● **Directions**: All of the records below need to be copied exactly.

Record set below:

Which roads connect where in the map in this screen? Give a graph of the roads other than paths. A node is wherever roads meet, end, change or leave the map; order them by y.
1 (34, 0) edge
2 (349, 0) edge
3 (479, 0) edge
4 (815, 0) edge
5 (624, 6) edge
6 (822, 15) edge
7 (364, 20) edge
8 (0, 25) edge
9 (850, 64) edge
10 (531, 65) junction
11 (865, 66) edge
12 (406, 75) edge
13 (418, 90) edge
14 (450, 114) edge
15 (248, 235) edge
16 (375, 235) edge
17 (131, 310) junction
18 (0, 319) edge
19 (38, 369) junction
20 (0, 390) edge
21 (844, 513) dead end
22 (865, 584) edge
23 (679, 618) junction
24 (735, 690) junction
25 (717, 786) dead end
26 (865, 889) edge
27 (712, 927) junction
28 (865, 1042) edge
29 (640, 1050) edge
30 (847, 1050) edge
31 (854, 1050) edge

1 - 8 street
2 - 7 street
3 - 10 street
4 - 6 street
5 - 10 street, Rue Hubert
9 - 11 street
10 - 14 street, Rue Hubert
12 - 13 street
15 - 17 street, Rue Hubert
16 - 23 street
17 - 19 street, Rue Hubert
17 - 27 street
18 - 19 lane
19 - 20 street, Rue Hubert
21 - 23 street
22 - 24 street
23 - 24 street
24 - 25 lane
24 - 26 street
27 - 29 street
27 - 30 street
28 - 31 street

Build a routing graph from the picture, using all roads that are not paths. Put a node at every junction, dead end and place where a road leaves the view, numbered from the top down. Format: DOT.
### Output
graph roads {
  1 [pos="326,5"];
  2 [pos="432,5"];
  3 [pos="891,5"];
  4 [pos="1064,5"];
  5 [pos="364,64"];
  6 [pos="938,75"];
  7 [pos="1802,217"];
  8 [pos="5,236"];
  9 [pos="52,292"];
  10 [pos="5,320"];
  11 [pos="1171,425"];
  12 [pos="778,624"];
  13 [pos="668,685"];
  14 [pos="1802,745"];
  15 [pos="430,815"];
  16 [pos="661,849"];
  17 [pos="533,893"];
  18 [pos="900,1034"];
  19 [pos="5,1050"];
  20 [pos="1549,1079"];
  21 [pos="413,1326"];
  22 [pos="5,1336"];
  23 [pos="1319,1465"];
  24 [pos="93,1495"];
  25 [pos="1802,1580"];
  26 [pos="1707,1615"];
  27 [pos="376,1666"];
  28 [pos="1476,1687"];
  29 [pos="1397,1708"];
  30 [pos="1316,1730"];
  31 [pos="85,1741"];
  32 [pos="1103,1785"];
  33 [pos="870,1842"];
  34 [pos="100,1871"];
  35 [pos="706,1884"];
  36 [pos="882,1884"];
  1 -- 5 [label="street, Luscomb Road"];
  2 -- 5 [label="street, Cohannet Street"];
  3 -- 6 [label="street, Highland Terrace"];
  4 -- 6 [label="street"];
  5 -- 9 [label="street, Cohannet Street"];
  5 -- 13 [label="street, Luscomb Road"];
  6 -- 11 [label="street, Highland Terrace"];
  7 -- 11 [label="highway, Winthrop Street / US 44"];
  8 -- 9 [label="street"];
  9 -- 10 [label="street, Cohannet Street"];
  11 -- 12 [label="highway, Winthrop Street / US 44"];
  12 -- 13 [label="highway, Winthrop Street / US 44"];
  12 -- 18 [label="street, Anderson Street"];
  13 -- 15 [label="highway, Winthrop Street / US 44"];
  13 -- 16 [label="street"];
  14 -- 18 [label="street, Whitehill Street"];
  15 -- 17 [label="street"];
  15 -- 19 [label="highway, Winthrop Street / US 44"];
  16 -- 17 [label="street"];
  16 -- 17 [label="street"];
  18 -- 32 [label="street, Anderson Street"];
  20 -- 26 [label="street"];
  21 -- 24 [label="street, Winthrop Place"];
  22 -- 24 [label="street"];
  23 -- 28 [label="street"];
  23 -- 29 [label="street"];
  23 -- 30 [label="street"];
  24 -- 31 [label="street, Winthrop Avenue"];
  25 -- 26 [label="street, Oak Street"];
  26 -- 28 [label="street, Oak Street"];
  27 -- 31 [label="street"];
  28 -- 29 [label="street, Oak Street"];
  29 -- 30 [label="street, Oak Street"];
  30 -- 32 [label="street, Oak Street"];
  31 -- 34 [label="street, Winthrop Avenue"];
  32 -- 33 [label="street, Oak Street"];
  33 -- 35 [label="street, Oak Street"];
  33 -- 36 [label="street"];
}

End of Record set.

● **Result of this exercise**:
Which roads connect where in the map in this screen? Give a graph of the roads other than paths. A node is wherever roads meet, end, change or leave the map; order them by y.
1 (34, 0) edge
2 (349, 0) edge
3 (479, 0) edge
4 (815, 0) edge
5 (624, 6) edge
6 (822, 15) edge
7 (364, 20) edge
8 (0, 25) edge
9 (850, 64) edge
10 (531, 65) junction
11 (865, 66) edge
12 (406, 75) edge
13 (418, 90) edge
14 (450, 114) edge
15 (248, 235) edge
16 (375, 235) edge
17 (131, 310) junction
18 (0, 319) edge
19 (38, 369) junction
20 (0, 390) edge
21 (844, 513) dead end
22 (865, 584) edge
23 (679, 618) junction
24 (735, 690) junction
25 (717, 786) dead end
26 (865, 889) edge
27 (712, 927) junction
28 (865, 1042) edge
29 (640, 1050) edge
30 (847, 1050) edge
31 (854, 1050) edge

1 - 8 street
2 - 7 street
3 - 10 street
4 - 6 street
5 - 10 street, Rue Hubert
9 - 11 street
10 - 14 street, Rue Hubert
12 - 13 street
15 - 17 street, Rue Hubert
16 - 23 street
17 - 19 street, Rue Hubert
17 - 27 street
18 - 19 lane
19 - 20 street, Rue Hubert
21 - 23 street
22 - 24 street
23 - 24 street
24 - 25 lane
24 - 26 street
27 - 29 street
27 - 30 street
28 - 31 street

Build a routing graph from the picture, using all roads that are not paths. Put a node at every junction, dead end and place where a road leaves the view, numbered from the top down. Format: DOT.
### Output
graph roads {
  1 [pos="326,5"];
  2 [pos="432,5"];
  3 [pos="891,5"];
  4 [pos="1064,5"];
  5 [pos="364,64"];
  6 [pos="938,75"];
  7 [pos="1802,217"];
  8 [pos="5,236"];
  9 [pos="52,292"];
  10 [pos="5,320"];
  11 [pos="1171,425"];
  12 [pos="778,624"];
  13 [pos="668,685"];
  14 [pos="1802,745"];
  15 [pos="430,815"];
  16 [pos="661,849"];
  17 [pos="533,893"];
  18 [pos="900,1034"];
  19 [pos="5,1050"];
  20 [pos="1549,1079"];
  21 [pos="413,1326"];
  22 [pos="5,1336"];
  23 [pos="1319,1465"];
  24 [pos="93,1495"];
  25 [pos="1802,1580"];
  26 [pos="1707,1615"];
  27 [pos="376,1666"];
  28 [pos="1476,1687"];
  29 [pos="1397,1708"];
  30 [pos="1316,1730"];
  31 [pos="85,1741"];
  32 [pos="1103,1785"];
  33 [pos="870,1842"];
  34 [pos="100,1871"];
  35 [pos="706,1884"];
  36 [pos="882,1884"];
  1 -- 5 [label="street, Luscomb Road"];
  2 -- 5 [label="street, Cohannet Street"];
  3 -- 6 [label="street, Highland Terrace"];
  4 -- 6 [label="street"];
  5 -- 9 [label="street, Cohannet Street"];
  5 -- 13 [label="street, Luscomb Road"];
  6 -- 11 [label="street, Highland Terrace"];
  7 -- 11 [label="highway, Winthrop Street / US 44"];
  8 -- 9 [label="street"];
  9 -- 10 [label="street, Cohannet Street"];
  11 -- 12 [label="highway, Winthrop Street / US 44"];
  12 -- 13 [label="highway, Winthrop Street / US 44"];
  12 -- 18 [label="street, Anderson Street"];
  13 -- 15 [label="highway, Winthrop Street / US 44"];
  13 -- 16 [label="street"];
  14 -- 18 [label="street, Whitehill Street"];
  15 -- 17 [label="street"];
  15 -- 19 [label="highway, Winthrop Street / US 44"];
  16 -- 17 [label="street"];
  16 -- 17 [label="street"];
  18 -- 32 [label="street, Anderson Street"];
  20 -- 26 [label="street"];
  21 -- 24 [label="street, Winthrop Place"];
  22 -- 24 [label="street"];
  23 -- 28 [label="street"];
  23 -- 29 [label="street"];
  23 -- 30 [label="street"];
  24 -- 31 [label="street, Winthrop Avenue"];
  25 -- 26 [label="street, Oak Street"];
  26 -- 28 [label="street, Oak Street"];
  27 -- 31 [label="street"];
  28 -- 29 [label="street, Oak Street"];
  29 -- 30 [label="street, Oak Street"];
  30 -- 32 [label="street, Oak Street"];
  31 -- 34 [label="street, Winthrop Avenue"];
  32 -- 33 [label="street, Oak Street"];
  33 -- 35 [label="street, Oak Street"];
  33 -- 36 [label="street"];
}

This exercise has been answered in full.